Pero las cicatrices ignoradas no simplemente desaparecen. Se convierten en enfermedad. Se vuelven en un “círculo vicioso” donde, inconscientemente, encontramos formas de conectar con la tristeza o la ira, llegando incluso a sentirnos cómodos en nuestra depresión. Comenzamos a identificarnos tanto con nuestro dolor que no sabemos quiénes somos sin ese dolor.
El primer paso: El reconocimiento radical
La sanación no puede comenzar en la oscuridad. Para crecer, primero debes tener la fuerza, el coraje y la fe para reconocer una cosa: “Estoy enfermo” o “Me duele”.
El reconocimiento es el catalizador de la transformación. Una vez que reconoces que una cicatriz está afectando tu capacidad de crecer, rompes el ciclo de la negación. Esta admisión no es un acto de derrota; es el primer acto de valentía.
El trabajo de volver a estar completo
En este universo no hay imposibles. Cuando realmente quieres sanar, el camino se abre, pero debes estar dispuesto a recorrerlo. La verdadera sanación requiere un enfoque de tres pilares:
- Pedir ayuda: Una vez que reconoces la necesidad, debes tener la humildad de acudir a quienes saben cómo guiarte.
- Esfuerzo diligente: Sanar no es un evento de una sola vez; es una práctica diaria. Es el compromiso de dar los pasos recomendados incluso cuando no tienes ganas de hacerlo.
- Fe completa: Debes creer, con cada fibra de tu ser, que la sanación sea posible.
La elección es tuya
Eres libre de hacer lo que quieras. Puedes quedarte donde estás, cómodo en la familiaridad de tu dolor. Pero si dices que quieres sanar, tus acciones deben coincidir con tus palabras.

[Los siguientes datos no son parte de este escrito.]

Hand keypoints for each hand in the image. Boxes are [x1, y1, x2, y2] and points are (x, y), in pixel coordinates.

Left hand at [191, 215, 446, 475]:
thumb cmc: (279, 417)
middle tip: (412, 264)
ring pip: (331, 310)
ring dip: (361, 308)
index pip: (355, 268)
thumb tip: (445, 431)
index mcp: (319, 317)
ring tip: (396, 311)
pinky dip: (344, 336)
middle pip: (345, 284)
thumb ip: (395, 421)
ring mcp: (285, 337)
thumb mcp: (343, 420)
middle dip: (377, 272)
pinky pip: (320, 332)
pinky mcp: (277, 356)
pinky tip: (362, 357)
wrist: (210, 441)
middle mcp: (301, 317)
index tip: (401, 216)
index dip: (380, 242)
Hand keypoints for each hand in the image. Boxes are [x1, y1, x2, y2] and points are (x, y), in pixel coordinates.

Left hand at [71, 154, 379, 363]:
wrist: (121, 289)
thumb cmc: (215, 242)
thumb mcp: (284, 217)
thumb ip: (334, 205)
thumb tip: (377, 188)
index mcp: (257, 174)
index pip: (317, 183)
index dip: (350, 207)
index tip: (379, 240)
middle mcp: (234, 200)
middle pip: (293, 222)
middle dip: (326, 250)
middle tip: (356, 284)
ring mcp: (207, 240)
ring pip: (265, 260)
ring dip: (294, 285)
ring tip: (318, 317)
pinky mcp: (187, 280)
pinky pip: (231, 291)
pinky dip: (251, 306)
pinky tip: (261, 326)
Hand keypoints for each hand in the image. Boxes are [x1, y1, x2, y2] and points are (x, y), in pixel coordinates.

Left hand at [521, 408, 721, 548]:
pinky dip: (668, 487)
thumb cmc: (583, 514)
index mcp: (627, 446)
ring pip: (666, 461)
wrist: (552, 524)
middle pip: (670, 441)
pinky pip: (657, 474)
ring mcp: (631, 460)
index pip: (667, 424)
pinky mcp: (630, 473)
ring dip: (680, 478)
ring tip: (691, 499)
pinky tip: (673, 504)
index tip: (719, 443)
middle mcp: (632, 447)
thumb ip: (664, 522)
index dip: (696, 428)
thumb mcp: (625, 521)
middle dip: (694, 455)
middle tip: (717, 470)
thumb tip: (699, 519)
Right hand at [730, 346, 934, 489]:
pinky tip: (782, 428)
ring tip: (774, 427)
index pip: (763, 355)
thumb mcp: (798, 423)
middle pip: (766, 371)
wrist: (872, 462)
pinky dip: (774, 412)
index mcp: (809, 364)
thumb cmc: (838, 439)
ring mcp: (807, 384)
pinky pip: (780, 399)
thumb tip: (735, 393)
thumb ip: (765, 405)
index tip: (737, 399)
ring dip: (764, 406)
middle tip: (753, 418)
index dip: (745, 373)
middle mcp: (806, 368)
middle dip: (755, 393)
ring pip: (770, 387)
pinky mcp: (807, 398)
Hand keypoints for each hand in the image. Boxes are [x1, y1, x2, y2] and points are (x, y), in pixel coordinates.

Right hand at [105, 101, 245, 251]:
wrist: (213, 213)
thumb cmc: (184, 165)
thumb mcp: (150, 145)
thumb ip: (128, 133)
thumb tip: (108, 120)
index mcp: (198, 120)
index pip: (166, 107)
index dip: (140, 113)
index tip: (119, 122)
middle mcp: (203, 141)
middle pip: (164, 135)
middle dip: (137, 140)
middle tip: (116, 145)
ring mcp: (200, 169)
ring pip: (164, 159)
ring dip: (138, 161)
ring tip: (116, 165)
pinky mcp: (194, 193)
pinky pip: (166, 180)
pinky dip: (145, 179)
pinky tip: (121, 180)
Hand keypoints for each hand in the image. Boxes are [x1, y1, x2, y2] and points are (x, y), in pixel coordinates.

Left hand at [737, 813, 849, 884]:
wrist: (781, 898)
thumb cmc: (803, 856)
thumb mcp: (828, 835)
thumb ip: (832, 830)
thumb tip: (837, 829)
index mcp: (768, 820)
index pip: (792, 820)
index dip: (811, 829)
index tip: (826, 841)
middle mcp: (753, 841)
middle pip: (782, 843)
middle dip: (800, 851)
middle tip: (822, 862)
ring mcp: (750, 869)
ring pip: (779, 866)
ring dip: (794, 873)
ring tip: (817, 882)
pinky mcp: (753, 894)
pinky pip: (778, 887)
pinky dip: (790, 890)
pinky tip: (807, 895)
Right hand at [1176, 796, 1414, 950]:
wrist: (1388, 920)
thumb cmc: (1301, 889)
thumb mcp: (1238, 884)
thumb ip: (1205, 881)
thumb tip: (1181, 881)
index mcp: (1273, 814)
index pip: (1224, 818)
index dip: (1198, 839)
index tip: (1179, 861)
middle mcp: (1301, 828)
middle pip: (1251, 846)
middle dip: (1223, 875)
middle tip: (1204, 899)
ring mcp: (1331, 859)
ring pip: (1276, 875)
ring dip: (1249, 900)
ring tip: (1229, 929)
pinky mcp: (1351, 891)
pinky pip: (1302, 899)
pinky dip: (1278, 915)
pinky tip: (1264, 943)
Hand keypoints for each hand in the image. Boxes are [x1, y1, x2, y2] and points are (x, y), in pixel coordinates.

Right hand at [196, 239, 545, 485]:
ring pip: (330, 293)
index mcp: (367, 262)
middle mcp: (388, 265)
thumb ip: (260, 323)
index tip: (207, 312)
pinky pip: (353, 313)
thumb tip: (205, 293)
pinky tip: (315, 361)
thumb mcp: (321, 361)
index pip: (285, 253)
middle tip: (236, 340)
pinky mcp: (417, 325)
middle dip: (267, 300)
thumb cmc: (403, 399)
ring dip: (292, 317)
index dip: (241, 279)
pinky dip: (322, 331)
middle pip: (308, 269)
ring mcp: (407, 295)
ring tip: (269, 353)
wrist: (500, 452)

Sanar requiere todo tú enfoque y esfuerzo. Requiere que dejes de “intentarlo por un rato” y te comprometas y comiences a vivir para sanar.
Si trabajas en aumentar tú fe y desarrollar la diligencia para hacer todo lo posible por sanar, verás que ese esfuerzo no será en vano.
La cicatriz puede ser parte de tu historia, pero no tiene por qué ser la que te define como lo que realmente eres.